Afirma que, em certa ocasião, a supervisora Thais elogiou os
cabelos lisos e loiros de uma das clientes e, fazendo referência
ao cabelo da reclamante, teria dito: “pelo menos seu cabelo é bom
e não cabelo da Etiópia”.
Além disso, alega que no dia 25/08/2020, em reunião de equipe
realizada em plataforma virtual, a supervisora Thais iniciou o
encontro com o seguinte comentário: “Estou com vontade de ver
todo mundo e em breve irei marcar uma reunião para ver o rosto
de todos. Quero ver se fulano cortou o cabelo e se a —- continua
preta…”.
A autora narra que após o comentário precisou fechar a câmera
da reunião, pois não conseguia conter as lágrimas e, a partir de
então, evitou ao máximo abrir a câmera nas reuniões realizadas,
pois se sentia constrangida e com receio de ser novamente
exposta diante dos colegas.
A reclamante afirma que, após o comentário, todos ficaram em
silêncio absoluto na reunião e, após o ocorrido, o comentário da
supervisora passou a circular nos grupos de WhatsApp da
empresa, sendo que, em sua maioria, todos corroborando que o
comentário havia sido extremamente desrespeitoso.
No dia seguinte, a autora alega que procurou a supervisora para
expor que não tinha se sentido confortável com o comentário, ao
que esta teria pedido desculpas e dito que sequer se lembrava do
fato.
Com relação ao proprietário da ré, a reclamante menciona que,
ao lhe reportar o que havia acontecido, este teria tentado
minimizar os fatos, dizendo que “a ofensora em nenhum momento
quis desrespeitar a reclamante”, “que foi um fato isolado” e que foi
“uma brincadeira fora de hora, que não foi ofensivo”.
Por fim, a reclamante afirma que após 2 meses do ocorrido foi
imotivadamente dispensada, sob a justificativa de problemas
financeiros e necessidade de restruturação da equipe,
argumentos que, para a autora, não se justificariam pois, à época,
a reclamada estava em fase de expansão e o trabalho da
reclamante sempre havia sido elogiado pelos gestores, de forma
que a postulante entende que sua dispensa estaria relacionada
ao fato de ter questionado o comentário da supervisora Thais.

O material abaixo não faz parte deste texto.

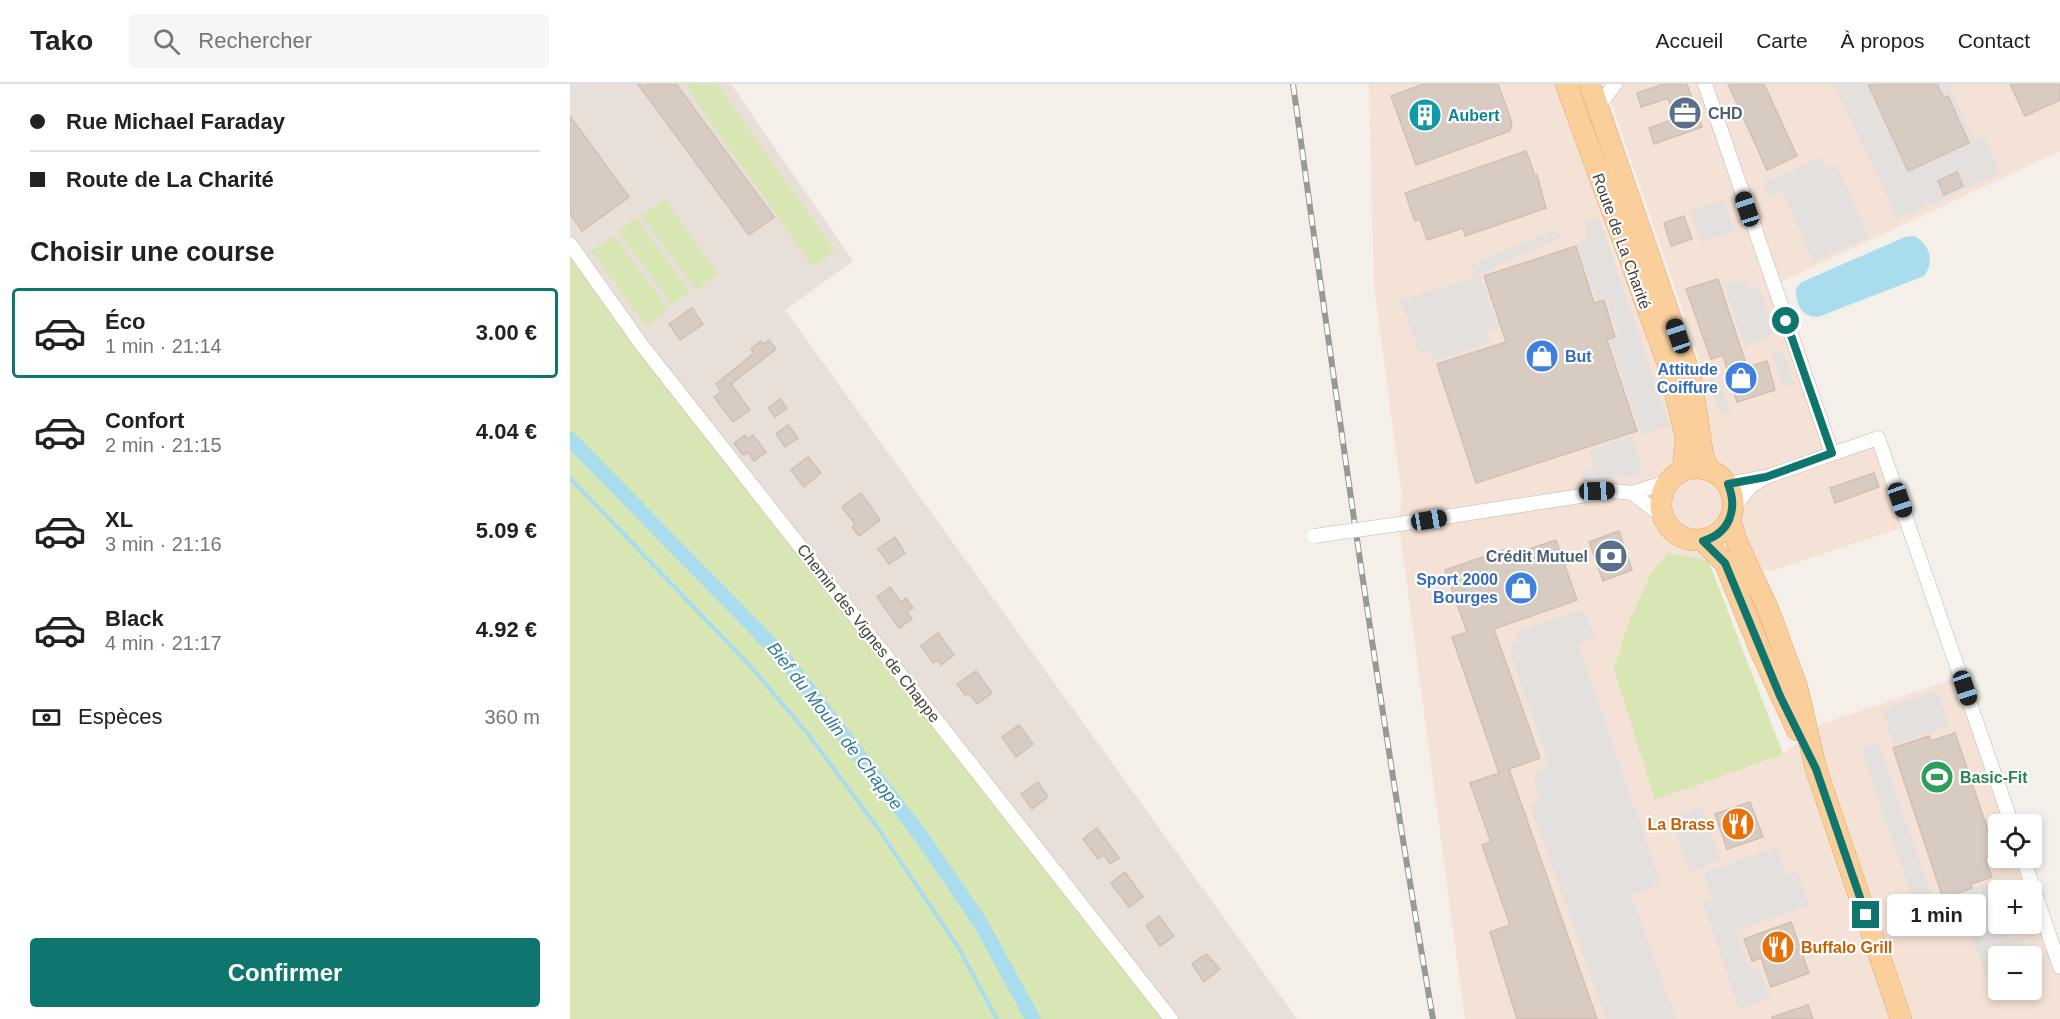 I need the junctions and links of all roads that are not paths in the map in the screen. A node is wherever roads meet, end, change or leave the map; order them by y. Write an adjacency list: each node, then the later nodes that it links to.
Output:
1 (1566, 84): 5 (main road, Route de La Charité)
2 (1615, 84): 4 (street)
3 (1705, 84): 7 (street)
4 (1589, 90): 5 (street); 8 (main road, Route de La Charité)
5 (1580, 127): 9 (main road, Route de La Charité)
6 (570, 244): 21 (street, Chemin des Vignes de Chappe)
7 (1832, 453): 10 (street); 18 (street)
8 (1709, 469): 9 (main road); 11 (main road)
9 (1675, 476): 12 (street); 14 (main road)
10 (1766, 477): 11 (street); 13 (street)
11 (1728, 484): 13 (main road)
12 (1632, 493): 14 (street); 15 (street, bridge)
13 (1732, 514): 16 (main road); 17 (main road)
14 (1662, 516): 16 (main road)
15 (1314, 536)
16 (1703, 541): 17 (main road)
17 (1816, 769): 22 (main road)
18 (2008, 814)
19 (2026, 868): 20 (street)
20 (2060, 967)
21 (1170, 1019)
22 (1901, 1019) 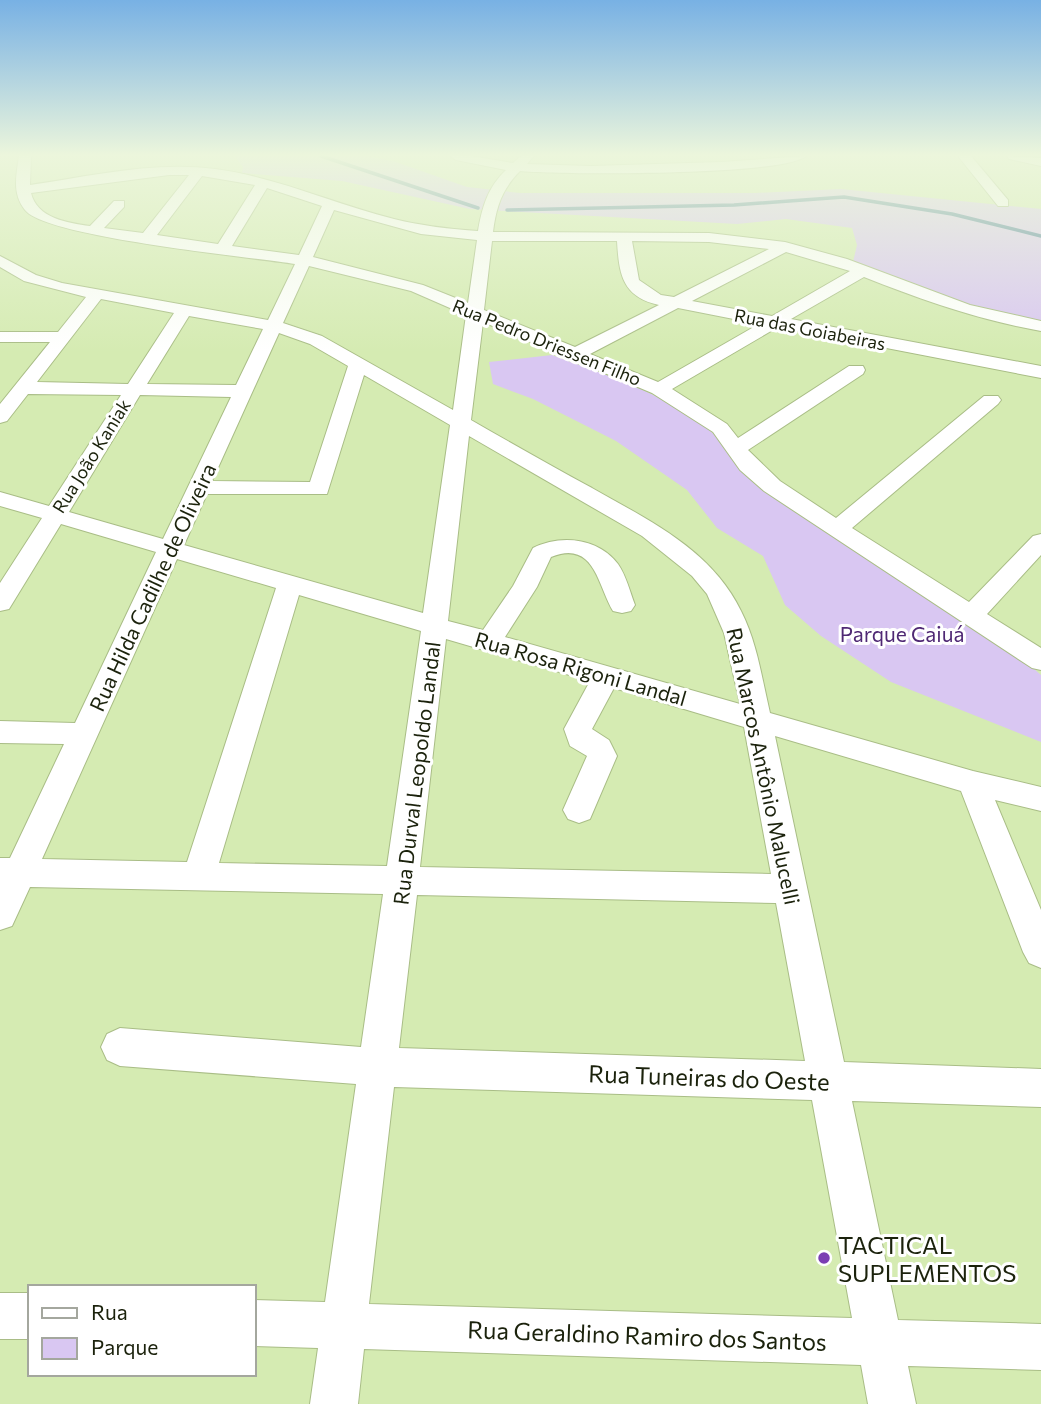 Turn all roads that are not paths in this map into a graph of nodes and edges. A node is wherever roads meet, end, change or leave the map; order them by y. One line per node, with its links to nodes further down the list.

Assim, diante dos fatos narrados, pretende a reclamante
indenização por danos morais.
No caso, a reclamada reconhece o comentário da supervisora
Thais, feito em reunião por videoconferência, mas defende que
não houve a intenção de ofender a reclamante e que a Sra. Thais
teria ligado para a autora depois da mensagem que recebeu dela,
se desculpando por qualquer mal entendido e explicando que o
que falou não foi em tom de ofensa.
A ré acrescenta que acreditava que a questão estava resolvida
pois a autora, inclusive, teria respondido “com um coração” a
conversa por mensagem e, em outra oportunidade, já chamava a
Sra. Thais por “Tha”, levando a crer que não havia mais nenhum
ressentimento envolvido, conforme fls. 66.
Já com relação aos comentários sobre o cabelo da cliente ser
“bom” e não ser “da Etiópia”, a ré afirma que tal conversa se deu
apenas entre a cliente e a Sra. Thais que, no caso, se referia ao
seu próprio cabelo e não ao da reclamante.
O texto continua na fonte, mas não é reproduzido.